## [AIM OF THE TASK]
Search the data for the string "Bell" and copy each line where it turns up.

____ RECORDED DATA

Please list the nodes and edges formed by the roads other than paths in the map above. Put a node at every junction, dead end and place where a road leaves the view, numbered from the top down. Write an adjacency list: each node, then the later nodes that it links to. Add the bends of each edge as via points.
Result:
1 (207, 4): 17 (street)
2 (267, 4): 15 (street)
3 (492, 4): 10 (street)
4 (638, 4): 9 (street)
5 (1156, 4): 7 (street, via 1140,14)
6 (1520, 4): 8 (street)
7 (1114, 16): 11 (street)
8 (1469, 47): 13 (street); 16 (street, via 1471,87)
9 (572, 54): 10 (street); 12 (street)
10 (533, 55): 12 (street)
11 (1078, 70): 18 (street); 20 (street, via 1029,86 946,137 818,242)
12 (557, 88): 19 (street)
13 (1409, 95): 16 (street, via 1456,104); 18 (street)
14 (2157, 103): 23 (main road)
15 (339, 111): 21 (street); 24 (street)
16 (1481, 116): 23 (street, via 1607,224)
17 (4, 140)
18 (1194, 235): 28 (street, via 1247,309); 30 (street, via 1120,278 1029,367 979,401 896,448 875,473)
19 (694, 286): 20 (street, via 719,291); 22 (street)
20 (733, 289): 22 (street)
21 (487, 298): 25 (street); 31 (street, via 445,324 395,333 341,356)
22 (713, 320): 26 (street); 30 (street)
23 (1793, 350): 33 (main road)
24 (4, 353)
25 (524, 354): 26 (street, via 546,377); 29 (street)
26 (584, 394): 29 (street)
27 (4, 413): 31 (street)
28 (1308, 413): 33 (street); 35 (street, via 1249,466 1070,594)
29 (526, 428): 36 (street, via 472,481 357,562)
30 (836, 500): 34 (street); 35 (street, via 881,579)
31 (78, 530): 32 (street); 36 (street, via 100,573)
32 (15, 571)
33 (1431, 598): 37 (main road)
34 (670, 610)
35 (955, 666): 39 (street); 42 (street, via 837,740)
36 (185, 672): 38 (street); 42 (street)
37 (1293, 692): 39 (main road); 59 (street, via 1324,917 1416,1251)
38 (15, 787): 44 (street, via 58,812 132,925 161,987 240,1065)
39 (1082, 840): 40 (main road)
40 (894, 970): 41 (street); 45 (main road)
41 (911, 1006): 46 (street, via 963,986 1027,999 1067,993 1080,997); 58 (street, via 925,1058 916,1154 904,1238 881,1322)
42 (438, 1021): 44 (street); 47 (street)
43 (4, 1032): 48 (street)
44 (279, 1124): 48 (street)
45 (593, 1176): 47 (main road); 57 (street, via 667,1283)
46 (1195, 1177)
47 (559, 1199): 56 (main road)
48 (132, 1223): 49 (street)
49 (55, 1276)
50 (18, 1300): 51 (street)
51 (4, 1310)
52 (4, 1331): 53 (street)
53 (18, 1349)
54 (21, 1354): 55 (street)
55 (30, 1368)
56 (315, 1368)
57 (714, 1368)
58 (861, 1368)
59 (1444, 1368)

________
____ RECORDED DATA

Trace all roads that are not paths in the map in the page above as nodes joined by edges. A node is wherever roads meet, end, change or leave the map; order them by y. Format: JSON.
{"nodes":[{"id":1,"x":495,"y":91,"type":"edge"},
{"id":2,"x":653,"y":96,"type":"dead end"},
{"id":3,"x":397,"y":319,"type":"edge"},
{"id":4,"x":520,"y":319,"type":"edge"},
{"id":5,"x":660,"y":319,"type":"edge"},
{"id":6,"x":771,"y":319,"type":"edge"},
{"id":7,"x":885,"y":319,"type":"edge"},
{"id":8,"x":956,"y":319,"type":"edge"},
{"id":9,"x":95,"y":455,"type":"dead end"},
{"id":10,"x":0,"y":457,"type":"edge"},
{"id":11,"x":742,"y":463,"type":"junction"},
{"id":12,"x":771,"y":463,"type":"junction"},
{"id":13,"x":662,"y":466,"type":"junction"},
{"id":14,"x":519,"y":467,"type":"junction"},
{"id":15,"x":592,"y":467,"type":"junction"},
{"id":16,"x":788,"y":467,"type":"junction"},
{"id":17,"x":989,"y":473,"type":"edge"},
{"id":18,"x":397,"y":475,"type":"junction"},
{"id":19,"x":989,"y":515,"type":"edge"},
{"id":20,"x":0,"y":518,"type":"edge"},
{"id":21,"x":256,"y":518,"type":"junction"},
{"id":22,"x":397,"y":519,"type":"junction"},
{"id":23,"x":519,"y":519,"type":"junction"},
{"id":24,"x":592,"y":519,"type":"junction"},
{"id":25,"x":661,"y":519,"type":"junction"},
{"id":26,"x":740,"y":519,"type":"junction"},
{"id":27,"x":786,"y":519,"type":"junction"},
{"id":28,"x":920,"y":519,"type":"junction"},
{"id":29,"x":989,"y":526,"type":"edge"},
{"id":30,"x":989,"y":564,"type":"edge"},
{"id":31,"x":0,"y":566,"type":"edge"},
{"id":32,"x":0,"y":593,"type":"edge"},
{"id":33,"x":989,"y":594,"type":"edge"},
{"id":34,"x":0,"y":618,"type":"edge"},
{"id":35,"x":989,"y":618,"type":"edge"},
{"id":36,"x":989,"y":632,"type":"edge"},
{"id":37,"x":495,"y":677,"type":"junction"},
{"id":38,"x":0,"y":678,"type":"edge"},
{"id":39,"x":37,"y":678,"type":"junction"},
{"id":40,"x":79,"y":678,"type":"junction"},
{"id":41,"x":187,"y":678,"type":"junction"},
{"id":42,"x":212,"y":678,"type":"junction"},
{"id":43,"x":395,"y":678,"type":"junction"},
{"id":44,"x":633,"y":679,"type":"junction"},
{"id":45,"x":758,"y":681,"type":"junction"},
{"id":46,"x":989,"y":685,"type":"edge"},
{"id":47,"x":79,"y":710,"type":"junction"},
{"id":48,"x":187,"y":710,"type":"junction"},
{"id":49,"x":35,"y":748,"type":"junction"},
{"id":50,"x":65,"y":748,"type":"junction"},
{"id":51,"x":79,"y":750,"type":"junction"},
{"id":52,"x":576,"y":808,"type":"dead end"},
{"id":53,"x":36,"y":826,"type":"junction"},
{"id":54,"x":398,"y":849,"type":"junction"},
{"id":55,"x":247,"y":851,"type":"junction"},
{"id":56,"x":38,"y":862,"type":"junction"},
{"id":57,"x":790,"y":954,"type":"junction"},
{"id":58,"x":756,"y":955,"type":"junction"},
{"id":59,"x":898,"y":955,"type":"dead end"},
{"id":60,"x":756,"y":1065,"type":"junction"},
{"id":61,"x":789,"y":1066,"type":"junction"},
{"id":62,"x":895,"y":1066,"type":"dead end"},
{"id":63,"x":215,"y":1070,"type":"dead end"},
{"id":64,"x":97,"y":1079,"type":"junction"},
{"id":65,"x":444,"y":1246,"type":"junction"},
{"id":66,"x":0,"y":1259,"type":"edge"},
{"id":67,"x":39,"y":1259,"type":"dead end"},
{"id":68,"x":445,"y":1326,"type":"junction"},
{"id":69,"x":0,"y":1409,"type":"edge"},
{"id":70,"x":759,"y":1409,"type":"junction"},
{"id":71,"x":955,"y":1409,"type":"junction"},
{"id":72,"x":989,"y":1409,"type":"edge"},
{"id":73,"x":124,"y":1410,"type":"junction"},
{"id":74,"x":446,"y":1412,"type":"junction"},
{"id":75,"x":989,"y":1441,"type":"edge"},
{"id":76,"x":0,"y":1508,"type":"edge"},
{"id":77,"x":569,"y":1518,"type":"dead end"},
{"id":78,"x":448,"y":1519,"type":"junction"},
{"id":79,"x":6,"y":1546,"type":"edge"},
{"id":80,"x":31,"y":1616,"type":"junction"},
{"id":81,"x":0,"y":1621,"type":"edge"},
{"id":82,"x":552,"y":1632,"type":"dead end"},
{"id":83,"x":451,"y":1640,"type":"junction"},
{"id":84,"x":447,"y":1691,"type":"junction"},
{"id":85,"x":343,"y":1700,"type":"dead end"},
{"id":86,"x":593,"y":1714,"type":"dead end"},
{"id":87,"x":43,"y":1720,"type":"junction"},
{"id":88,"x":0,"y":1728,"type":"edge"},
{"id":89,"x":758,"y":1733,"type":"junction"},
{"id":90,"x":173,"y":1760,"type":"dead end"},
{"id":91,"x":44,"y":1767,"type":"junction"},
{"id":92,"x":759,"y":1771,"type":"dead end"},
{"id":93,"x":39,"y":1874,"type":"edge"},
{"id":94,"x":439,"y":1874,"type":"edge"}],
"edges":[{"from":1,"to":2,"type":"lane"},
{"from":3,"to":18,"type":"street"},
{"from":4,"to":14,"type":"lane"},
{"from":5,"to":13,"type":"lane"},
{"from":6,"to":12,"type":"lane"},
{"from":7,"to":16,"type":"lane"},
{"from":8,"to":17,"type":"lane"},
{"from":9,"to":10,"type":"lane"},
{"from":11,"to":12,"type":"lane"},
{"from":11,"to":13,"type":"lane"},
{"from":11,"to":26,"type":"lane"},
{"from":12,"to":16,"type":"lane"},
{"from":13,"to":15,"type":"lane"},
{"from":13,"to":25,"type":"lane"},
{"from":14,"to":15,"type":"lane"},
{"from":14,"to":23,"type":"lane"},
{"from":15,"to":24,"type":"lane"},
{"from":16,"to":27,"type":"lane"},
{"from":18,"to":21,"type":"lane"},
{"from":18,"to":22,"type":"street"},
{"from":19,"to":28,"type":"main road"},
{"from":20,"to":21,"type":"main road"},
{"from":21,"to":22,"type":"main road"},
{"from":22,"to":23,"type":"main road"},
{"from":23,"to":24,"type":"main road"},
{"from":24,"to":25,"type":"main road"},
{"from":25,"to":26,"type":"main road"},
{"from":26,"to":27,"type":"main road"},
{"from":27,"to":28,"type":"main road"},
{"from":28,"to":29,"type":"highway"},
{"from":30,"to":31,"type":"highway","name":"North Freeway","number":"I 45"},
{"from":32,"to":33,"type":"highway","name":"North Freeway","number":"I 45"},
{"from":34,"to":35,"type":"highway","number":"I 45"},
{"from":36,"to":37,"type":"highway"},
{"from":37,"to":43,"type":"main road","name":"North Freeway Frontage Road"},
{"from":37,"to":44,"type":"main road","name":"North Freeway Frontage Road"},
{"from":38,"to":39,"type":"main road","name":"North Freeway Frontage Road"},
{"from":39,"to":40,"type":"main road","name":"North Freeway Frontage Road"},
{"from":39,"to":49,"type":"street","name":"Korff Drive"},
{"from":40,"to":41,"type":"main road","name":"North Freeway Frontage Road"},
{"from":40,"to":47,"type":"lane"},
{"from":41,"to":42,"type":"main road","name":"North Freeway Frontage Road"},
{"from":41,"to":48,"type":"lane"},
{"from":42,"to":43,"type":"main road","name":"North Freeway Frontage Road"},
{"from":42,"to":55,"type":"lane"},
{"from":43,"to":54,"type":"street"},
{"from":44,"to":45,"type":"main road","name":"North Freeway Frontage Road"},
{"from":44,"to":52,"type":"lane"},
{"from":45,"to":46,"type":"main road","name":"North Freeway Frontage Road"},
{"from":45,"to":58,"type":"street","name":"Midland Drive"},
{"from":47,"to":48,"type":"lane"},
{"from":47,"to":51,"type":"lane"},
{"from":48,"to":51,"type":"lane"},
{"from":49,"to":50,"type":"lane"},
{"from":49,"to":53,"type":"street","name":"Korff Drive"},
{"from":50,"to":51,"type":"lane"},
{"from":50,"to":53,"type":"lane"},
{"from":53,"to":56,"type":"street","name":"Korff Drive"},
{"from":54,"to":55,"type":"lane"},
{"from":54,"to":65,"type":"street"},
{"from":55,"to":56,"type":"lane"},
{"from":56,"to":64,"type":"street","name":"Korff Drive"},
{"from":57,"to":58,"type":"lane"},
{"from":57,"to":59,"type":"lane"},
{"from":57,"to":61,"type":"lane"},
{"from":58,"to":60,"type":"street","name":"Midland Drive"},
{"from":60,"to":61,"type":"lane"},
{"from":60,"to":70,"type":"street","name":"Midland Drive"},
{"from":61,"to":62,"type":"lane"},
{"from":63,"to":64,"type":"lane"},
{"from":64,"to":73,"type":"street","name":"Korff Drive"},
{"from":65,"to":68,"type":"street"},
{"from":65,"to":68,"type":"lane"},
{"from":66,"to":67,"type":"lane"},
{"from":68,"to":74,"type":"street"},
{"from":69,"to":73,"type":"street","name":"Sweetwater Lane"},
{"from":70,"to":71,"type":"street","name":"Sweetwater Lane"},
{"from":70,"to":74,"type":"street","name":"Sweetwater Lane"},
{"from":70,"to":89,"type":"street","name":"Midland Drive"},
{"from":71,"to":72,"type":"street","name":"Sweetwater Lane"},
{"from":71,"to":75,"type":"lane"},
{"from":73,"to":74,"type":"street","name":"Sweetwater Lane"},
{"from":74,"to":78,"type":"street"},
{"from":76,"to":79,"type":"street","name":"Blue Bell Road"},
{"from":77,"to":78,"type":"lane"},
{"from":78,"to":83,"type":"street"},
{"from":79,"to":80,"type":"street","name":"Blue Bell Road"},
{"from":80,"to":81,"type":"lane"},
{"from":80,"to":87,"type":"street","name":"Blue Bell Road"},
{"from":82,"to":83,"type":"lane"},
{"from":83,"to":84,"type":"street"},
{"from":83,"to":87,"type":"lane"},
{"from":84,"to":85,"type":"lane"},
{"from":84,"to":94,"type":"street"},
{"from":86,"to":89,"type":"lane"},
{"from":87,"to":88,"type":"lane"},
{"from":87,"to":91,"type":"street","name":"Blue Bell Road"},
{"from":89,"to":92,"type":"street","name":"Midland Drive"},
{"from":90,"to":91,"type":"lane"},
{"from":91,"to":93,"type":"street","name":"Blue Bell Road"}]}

________

## [EXPECTED OUTPUT]
{"from":76,"to":79,"type":"street","name":"Blue Bell Road"},
{"from":79,"to":80,"type":"street","name":"Blue Bell Road"},
{"from":80,"to":87,"type":"street","name":"Blue Bell Road"},
{"from":87,"to":91,"type":"street","name":"Blue Bell Road"},
{"from":91,"to":93,"type":"street","name":"Blue Bell Road"}]}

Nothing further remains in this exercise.